Supplied records »
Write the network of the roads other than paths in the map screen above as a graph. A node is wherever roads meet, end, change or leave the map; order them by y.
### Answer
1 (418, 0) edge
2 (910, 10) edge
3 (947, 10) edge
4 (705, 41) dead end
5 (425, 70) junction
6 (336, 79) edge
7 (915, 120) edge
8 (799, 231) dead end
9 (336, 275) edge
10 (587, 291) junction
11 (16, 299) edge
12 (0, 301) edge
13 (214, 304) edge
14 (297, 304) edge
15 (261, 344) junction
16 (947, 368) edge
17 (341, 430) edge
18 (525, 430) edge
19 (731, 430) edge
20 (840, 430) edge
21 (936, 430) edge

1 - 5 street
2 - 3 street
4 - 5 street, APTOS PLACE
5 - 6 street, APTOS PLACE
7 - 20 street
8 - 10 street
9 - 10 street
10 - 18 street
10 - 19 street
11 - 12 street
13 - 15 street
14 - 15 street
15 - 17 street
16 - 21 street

---

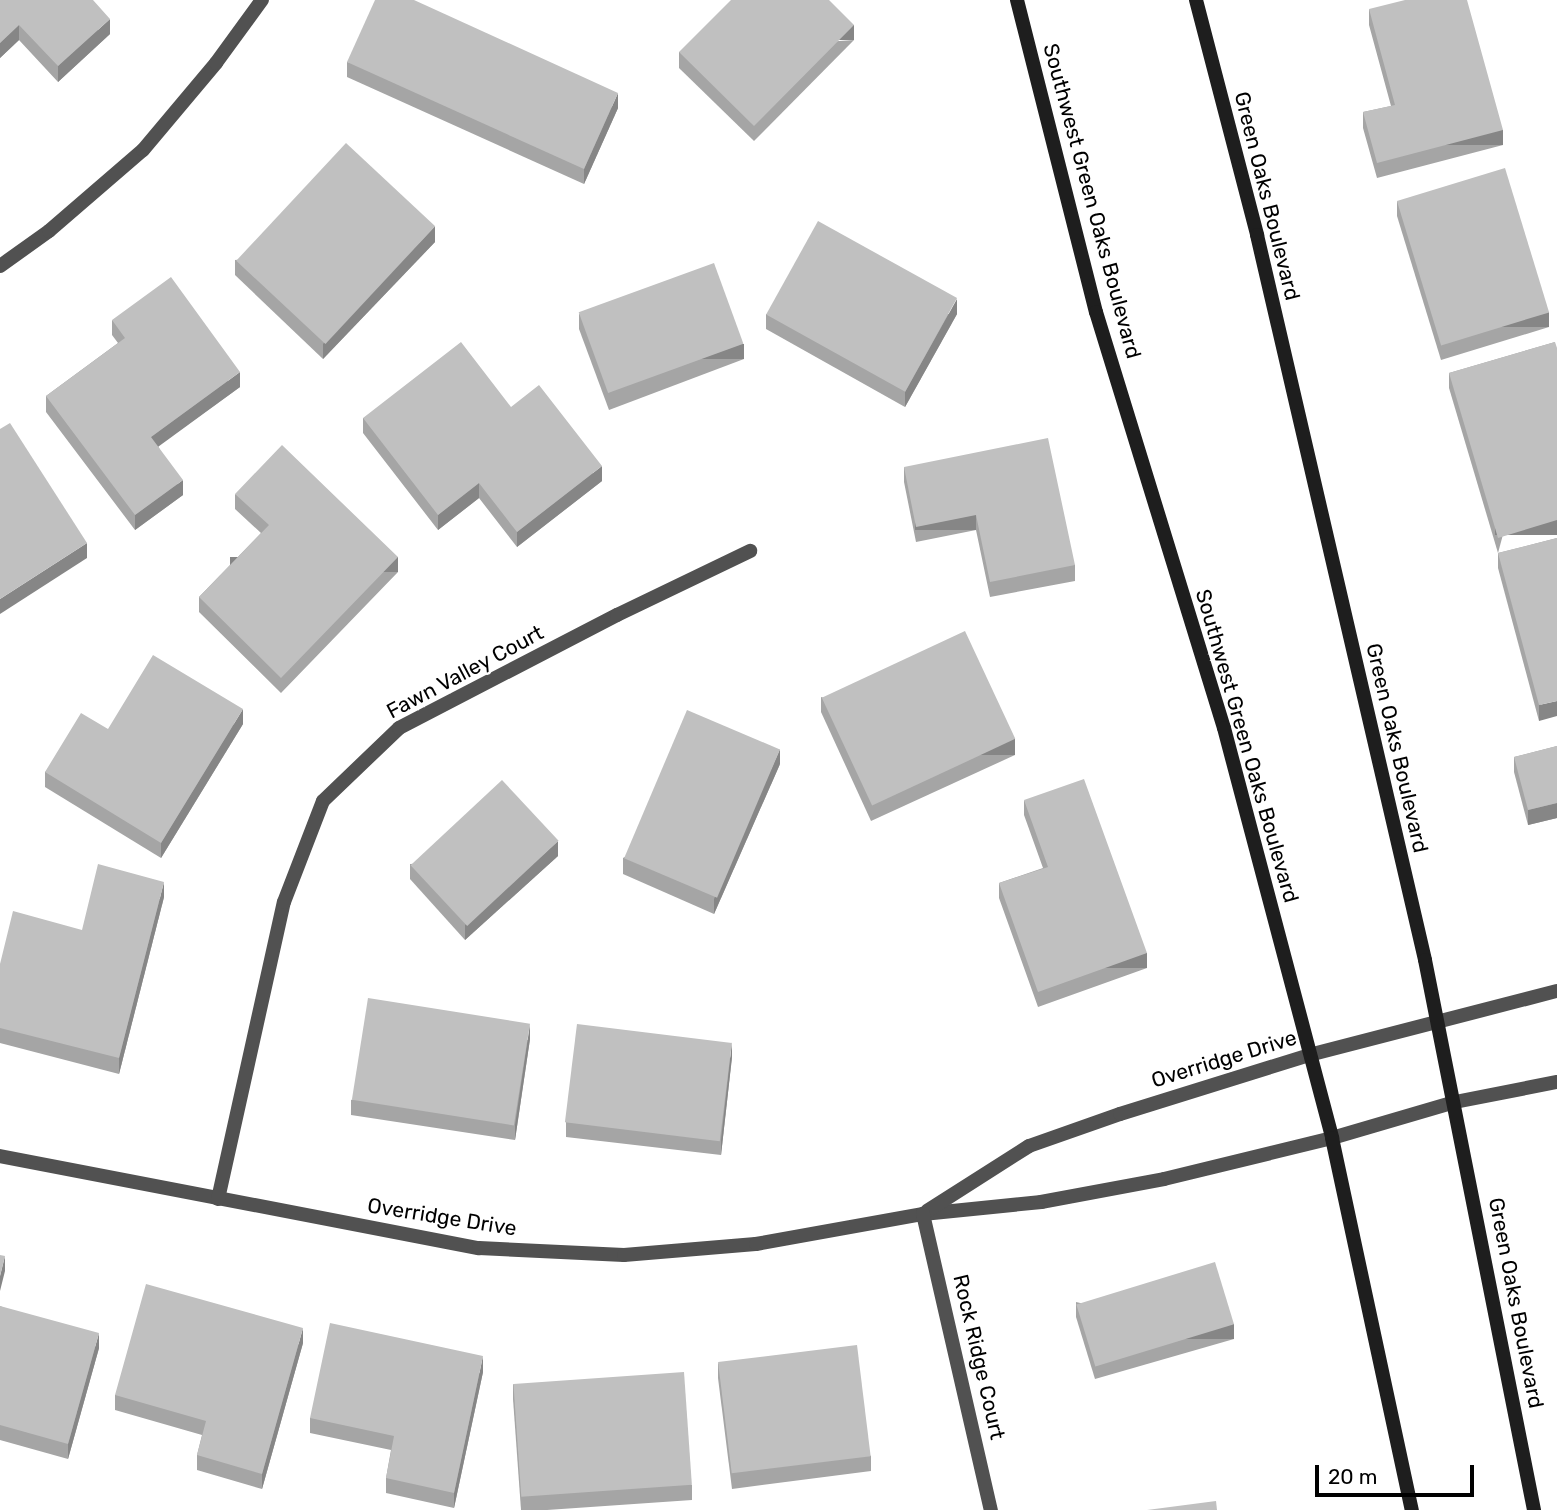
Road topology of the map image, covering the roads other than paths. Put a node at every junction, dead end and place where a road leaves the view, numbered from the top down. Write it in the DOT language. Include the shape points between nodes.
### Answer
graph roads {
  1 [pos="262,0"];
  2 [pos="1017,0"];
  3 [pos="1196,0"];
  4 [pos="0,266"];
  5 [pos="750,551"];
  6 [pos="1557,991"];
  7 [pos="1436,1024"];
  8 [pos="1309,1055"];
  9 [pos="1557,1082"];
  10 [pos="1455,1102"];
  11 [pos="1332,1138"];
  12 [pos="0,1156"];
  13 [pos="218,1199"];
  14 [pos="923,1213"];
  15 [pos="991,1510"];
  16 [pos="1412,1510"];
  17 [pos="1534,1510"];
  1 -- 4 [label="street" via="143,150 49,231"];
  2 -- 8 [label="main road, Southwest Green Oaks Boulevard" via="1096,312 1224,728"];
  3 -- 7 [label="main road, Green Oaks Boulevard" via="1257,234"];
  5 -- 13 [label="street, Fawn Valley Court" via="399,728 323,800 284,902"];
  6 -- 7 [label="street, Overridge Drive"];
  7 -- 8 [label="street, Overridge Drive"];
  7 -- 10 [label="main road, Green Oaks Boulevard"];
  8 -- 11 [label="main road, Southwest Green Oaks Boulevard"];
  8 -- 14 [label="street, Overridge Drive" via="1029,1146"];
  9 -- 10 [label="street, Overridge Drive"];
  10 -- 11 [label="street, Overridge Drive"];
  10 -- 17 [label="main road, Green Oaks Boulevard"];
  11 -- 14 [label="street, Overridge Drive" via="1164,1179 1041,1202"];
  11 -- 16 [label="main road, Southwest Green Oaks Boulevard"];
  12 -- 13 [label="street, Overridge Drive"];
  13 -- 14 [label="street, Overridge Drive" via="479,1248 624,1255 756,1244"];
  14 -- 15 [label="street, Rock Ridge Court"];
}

Exercise requirements » Return a copy of each line in the entries that contains "node".

Result for this task »
Write the network of the roads other than paths in the map screen above as a graph. A node is wherever roads meet, end, change or leave the map; order them by y.
Road topology of the map image, covering the roads other than paths. Put a node at every junction, dead end and place where a road leaves the view, numbered from the top down. Write it in the DOT language. Include the shape points between nodes.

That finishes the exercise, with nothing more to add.